Suddenly, something which had been troubling Miss Climpson for weeks crystallised and became plain to her. The expression in Mary Whittaker’s eyes. A long time ago, Miss Climpson had assisted a relative to run a boarding-house, and there had been a young man who paid his bill by cheque. She had had to make a certain amount of unpleasantness about the bill, and he had written the cheque unwillingly, sitting, with her eye upon him, at the little plush-covered table in the drawing-room. Then he had gone away—slinking out with his bag when no one was about. And the cheque had come back, like the bad penny that it was. A forgery. Miss Climpson had had to give evidence. She remembered now the odd, defiant look with which the young man had taken up his pen for his first plunge into crime. And to-day she was seeing it again—an unattractive mingling of recklessness and calculation. It was with the look which had once warned Wimsey and should have warned her. She breathed more quickly.

“Who was the man?”

“The man?” Mary Whittaker laughed suddenly. “A man called Templeton—no friend of mine. It’s really funny that you should think he was a friend of mine. I would have killed him if I could.”

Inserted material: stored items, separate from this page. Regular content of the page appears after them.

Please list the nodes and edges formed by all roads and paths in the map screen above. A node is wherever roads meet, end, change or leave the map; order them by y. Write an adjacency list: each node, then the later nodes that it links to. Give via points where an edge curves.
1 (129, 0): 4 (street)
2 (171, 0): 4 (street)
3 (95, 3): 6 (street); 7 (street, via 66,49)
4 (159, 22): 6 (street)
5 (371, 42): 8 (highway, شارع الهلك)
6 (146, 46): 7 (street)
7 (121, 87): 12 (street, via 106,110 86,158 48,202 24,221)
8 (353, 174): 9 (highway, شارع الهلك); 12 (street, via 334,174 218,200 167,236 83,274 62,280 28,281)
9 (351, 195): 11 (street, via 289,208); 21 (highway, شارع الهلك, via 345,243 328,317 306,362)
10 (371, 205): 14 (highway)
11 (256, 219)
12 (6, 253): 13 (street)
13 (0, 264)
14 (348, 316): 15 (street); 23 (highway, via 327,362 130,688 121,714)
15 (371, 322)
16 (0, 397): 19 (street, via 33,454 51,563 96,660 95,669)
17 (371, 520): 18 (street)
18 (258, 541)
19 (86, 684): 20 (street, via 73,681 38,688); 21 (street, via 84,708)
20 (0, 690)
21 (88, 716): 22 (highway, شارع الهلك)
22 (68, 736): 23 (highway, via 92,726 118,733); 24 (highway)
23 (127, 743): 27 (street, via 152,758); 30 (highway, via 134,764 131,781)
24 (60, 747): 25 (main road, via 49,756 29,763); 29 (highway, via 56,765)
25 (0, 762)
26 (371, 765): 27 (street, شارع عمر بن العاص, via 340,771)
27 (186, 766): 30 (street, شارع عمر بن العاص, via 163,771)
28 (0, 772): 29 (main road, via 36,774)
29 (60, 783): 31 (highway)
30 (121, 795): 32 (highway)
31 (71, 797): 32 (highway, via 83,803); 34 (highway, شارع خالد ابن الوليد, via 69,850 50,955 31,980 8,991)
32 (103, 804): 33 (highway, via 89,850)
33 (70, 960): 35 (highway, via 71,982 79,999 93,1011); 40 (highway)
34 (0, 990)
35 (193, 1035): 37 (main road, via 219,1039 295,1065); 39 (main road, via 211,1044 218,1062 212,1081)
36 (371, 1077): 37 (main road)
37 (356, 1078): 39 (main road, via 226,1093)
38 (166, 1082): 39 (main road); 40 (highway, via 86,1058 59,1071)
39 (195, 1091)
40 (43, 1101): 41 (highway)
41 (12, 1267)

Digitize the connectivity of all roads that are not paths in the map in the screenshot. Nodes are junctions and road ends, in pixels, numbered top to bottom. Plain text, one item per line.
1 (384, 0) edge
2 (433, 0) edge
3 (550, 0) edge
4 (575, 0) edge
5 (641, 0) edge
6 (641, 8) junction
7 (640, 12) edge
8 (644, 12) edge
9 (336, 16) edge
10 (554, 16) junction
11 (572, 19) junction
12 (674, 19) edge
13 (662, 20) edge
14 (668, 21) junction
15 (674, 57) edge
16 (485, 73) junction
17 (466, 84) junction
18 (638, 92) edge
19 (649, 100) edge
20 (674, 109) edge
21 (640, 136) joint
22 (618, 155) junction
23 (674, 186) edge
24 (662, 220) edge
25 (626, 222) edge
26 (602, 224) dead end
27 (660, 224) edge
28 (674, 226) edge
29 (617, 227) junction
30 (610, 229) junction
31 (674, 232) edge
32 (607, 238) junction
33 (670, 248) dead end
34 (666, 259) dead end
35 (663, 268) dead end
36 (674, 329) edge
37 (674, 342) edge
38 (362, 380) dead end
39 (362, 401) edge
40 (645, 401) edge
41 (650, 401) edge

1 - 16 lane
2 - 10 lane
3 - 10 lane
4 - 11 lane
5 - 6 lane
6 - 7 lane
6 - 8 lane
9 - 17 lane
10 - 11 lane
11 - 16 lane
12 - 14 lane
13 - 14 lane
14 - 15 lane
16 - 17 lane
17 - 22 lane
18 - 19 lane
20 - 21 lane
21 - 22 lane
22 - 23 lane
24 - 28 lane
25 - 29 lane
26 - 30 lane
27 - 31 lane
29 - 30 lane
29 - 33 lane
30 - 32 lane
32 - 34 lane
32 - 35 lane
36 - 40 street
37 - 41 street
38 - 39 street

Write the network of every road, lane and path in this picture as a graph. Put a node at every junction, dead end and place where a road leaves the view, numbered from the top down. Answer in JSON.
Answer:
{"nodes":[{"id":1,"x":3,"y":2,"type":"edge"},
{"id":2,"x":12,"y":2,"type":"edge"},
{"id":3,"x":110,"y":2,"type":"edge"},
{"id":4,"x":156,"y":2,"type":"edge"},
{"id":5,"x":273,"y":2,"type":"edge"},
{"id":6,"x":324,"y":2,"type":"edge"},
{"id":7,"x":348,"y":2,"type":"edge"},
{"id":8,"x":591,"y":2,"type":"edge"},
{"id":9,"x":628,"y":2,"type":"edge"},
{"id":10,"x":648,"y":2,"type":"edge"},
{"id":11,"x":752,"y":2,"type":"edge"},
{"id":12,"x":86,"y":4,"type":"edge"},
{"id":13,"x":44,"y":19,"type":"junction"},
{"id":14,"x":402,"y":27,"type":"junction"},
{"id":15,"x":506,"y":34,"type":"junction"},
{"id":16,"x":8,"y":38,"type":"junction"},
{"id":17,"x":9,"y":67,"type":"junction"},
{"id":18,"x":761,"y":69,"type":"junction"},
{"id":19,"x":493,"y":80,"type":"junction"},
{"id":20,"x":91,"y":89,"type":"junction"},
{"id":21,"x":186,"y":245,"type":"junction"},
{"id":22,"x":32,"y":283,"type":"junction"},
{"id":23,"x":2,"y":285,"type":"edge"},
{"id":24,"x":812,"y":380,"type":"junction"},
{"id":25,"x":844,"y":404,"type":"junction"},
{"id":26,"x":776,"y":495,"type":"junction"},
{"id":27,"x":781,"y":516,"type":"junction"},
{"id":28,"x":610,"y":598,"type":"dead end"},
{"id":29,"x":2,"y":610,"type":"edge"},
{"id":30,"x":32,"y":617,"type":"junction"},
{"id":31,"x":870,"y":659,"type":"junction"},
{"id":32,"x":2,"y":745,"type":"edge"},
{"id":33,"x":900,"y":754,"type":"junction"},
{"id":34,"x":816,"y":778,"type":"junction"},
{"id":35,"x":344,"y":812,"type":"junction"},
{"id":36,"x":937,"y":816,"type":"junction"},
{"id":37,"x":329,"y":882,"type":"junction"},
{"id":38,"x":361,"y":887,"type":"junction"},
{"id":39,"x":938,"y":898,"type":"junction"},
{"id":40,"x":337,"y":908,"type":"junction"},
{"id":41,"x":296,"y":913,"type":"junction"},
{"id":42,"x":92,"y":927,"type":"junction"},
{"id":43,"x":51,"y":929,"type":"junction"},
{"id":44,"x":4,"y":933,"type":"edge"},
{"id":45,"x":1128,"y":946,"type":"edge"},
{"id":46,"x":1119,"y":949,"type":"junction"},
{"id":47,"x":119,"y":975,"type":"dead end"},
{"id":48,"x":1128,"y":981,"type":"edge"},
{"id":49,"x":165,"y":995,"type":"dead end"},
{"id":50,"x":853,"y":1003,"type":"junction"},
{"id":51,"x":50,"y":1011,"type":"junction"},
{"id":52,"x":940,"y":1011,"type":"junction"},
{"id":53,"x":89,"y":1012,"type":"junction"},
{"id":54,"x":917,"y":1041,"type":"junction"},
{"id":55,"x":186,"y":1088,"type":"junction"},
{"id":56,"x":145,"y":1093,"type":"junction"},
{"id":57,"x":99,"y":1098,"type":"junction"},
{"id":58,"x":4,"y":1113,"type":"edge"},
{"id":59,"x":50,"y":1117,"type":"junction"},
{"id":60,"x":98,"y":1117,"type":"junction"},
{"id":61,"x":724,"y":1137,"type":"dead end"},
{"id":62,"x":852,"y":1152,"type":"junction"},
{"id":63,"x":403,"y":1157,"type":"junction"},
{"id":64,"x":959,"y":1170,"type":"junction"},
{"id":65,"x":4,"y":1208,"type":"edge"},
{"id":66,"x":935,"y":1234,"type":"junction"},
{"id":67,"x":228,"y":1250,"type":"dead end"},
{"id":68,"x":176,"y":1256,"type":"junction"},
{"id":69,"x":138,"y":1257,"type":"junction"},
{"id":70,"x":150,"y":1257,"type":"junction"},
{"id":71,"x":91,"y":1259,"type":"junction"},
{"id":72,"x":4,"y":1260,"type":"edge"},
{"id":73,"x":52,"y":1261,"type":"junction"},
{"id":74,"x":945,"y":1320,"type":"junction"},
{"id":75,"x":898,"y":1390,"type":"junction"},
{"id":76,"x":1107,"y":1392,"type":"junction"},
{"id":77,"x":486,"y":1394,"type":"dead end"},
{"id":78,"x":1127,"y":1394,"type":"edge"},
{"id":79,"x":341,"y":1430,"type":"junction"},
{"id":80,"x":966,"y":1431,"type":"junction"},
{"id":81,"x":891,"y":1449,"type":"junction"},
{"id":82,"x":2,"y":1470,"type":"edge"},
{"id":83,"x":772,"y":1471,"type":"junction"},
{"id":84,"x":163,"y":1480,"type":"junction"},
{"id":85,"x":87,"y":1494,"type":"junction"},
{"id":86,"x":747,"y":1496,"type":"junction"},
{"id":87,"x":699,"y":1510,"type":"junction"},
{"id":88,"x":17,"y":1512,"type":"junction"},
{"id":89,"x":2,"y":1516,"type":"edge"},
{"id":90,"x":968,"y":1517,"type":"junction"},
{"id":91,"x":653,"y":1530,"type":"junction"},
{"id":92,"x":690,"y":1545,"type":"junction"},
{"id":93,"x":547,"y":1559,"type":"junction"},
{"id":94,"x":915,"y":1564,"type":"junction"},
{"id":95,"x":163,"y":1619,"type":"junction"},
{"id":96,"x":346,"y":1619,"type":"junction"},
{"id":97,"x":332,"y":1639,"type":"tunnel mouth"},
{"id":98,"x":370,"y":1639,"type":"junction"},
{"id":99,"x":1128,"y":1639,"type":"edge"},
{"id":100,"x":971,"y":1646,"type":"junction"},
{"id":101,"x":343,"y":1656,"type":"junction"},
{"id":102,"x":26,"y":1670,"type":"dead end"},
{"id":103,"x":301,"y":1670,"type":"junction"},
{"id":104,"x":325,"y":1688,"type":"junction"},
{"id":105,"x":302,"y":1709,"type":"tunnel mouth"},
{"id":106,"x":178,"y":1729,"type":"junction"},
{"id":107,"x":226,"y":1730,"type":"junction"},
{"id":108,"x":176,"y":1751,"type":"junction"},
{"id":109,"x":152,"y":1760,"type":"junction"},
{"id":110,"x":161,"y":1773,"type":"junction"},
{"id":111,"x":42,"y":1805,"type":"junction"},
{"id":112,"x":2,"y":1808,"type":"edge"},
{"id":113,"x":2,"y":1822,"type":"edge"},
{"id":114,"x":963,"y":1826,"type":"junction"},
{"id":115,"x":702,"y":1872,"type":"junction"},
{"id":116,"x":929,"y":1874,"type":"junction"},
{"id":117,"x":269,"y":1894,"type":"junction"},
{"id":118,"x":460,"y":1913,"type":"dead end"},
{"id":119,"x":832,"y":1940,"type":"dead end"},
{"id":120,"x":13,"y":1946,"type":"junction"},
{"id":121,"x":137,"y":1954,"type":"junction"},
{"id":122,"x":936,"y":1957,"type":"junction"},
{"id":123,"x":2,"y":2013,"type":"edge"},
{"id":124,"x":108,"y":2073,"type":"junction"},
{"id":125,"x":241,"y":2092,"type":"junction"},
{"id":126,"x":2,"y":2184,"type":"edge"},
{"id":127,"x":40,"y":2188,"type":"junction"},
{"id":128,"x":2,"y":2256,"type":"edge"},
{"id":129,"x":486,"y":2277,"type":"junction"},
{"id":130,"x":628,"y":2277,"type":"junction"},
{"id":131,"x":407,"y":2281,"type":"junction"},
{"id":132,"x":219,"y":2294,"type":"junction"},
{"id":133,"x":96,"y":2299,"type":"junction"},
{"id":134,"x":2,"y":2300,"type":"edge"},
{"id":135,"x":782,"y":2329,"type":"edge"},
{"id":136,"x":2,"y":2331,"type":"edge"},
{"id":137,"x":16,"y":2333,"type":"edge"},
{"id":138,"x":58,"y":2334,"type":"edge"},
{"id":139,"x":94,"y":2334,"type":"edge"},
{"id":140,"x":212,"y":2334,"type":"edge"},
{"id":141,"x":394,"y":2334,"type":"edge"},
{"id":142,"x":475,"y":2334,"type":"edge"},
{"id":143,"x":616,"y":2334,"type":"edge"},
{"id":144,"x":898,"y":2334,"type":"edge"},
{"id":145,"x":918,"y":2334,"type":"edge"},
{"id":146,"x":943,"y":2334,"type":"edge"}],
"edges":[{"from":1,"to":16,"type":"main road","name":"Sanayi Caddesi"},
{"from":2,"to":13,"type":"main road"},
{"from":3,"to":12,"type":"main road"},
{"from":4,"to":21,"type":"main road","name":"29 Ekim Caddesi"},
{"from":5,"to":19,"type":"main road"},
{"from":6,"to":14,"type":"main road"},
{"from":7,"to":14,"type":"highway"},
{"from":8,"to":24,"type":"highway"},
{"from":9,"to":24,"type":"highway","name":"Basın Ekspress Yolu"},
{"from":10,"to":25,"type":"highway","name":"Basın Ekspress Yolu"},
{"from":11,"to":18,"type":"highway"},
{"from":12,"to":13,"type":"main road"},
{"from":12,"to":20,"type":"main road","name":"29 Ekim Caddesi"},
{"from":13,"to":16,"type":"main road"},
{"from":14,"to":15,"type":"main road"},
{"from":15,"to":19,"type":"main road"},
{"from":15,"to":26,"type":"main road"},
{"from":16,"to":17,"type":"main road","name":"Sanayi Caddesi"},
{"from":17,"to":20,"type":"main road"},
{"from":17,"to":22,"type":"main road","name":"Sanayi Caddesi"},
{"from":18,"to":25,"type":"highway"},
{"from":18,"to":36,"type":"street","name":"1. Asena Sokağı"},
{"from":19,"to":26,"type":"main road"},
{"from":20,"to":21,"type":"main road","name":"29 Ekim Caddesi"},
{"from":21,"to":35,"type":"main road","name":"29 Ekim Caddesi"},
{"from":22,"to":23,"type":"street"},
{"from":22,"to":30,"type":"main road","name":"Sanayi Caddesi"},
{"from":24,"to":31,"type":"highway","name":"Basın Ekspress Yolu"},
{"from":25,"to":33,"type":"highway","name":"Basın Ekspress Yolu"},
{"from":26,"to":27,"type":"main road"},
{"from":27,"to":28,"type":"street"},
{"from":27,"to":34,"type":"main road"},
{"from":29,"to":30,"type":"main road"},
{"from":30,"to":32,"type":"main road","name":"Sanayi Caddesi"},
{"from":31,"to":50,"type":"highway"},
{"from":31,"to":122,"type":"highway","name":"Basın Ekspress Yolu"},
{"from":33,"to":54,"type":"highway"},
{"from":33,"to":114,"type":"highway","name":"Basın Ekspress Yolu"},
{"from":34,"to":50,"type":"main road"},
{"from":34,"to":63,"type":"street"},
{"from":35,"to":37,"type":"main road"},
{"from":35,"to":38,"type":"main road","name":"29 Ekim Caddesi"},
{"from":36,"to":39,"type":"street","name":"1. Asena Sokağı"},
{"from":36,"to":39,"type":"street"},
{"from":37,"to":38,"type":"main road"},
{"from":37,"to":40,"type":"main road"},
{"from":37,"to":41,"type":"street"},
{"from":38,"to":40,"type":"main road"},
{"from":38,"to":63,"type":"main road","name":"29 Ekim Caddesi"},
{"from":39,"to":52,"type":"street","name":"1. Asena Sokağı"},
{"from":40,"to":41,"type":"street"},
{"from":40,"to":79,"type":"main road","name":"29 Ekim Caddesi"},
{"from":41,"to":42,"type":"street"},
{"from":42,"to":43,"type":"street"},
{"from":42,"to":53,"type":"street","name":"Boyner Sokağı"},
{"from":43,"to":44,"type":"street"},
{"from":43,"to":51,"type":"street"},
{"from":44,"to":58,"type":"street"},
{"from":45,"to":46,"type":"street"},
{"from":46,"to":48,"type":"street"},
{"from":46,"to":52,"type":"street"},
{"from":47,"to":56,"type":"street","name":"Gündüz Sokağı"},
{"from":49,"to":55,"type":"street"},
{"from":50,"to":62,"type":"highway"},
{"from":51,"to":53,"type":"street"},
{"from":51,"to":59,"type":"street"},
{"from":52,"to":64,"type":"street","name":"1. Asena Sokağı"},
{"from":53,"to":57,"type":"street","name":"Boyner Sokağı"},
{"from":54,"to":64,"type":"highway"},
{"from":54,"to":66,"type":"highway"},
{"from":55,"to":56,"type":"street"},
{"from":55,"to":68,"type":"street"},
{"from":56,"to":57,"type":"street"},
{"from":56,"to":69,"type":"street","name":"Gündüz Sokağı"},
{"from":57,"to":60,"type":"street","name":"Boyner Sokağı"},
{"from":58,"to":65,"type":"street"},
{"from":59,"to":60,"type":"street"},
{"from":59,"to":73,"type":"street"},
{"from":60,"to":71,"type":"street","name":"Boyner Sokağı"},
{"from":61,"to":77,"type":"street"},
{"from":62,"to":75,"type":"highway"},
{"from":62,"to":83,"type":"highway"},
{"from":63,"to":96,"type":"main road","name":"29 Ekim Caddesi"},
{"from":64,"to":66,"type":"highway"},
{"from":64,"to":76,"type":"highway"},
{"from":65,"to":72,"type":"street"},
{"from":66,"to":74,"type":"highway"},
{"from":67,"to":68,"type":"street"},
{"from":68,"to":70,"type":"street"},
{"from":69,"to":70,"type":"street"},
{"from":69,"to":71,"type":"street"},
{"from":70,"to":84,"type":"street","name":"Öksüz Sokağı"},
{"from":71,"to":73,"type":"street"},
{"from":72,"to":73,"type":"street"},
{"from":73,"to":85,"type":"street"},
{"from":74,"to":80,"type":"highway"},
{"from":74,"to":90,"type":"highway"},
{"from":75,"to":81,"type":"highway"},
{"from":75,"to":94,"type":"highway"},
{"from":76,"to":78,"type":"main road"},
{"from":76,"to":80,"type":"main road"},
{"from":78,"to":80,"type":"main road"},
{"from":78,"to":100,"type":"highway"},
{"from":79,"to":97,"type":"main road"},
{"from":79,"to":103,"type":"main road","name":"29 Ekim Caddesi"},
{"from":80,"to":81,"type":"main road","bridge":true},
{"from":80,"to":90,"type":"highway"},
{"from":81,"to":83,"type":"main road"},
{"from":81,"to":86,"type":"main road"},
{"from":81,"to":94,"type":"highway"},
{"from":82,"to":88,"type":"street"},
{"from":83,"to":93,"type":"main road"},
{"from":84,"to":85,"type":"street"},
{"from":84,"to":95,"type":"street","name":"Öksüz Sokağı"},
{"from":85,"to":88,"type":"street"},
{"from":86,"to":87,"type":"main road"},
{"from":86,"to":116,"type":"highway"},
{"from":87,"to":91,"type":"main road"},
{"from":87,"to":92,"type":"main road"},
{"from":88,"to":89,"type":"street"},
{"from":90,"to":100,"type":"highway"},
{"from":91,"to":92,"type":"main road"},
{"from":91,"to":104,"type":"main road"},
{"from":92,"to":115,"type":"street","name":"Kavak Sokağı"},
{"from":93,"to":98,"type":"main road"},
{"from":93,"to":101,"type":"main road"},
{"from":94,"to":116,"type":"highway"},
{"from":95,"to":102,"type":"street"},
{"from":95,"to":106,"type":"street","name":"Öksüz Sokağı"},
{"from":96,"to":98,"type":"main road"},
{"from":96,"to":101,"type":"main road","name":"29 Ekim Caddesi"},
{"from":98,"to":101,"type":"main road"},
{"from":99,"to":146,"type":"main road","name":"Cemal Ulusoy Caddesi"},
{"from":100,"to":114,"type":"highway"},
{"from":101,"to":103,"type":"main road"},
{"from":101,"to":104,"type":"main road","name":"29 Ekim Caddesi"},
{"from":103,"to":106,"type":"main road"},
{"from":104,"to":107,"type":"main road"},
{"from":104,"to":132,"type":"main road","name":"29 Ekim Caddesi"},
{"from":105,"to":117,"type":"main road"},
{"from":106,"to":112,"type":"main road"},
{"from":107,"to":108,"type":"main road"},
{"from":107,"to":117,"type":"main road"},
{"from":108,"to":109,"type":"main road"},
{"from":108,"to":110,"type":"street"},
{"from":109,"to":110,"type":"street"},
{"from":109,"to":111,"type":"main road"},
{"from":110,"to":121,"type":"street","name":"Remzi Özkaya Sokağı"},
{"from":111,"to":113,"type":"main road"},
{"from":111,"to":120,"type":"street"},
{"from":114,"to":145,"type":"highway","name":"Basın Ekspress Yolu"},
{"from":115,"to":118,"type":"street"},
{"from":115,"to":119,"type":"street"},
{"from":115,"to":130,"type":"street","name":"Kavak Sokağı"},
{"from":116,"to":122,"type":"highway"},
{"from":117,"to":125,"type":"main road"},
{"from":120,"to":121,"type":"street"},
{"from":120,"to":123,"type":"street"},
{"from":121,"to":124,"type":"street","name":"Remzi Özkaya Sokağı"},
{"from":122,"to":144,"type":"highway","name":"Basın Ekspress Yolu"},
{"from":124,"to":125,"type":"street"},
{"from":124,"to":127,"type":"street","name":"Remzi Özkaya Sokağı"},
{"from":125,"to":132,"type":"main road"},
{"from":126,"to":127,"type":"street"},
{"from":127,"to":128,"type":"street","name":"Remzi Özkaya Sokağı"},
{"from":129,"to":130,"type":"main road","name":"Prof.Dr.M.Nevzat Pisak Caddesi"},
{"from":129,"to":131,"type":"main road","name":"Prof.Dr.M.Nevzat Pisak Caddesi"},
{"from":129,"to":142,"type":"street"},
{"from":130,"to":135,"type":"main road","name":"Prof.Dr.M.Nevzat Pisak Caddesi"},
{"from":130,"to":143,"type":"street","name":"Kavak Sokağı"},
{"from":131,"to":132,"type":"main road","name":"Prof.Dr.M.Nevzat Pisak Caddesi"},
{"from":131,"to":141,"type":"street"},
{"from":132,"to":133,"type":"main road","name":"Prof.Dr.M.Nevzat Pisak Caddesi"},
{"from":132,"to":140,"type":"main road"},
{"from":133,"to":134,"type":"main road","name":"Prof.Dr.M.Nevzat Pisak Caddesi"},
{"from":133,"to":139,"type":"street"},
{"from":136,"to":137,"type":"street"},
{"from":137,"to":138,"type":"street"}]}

“But where is he? What are you doing? Don’t you know that everybody is looking for you? Why don’t you—?”

“That’s why!”

Mary Whittaker flung her ten o’clock edition of the Evening Banner, which was lying on the sofa. Miss Climpson read the glaring headlines.

AMAZING NEW DEVELOPMENTS
IN CROW’S BEACH CRIME.
——
WOUNDS ON BODY INFLICTED AFTER DEATH.
——
FAKED FOOTPRINTS.
——

Miss Climpson gasped with amazement, and bent over the smaller type. “How extraordinary!” she said, looking up quickly.

Not quite quickly enough. The heavy brass lamp missed her head indeed, but fell numbingly on her shoulder. She sprang to her feet with a loud shriek, just as Mary Whittaker’s strong white hands closed upon her throat.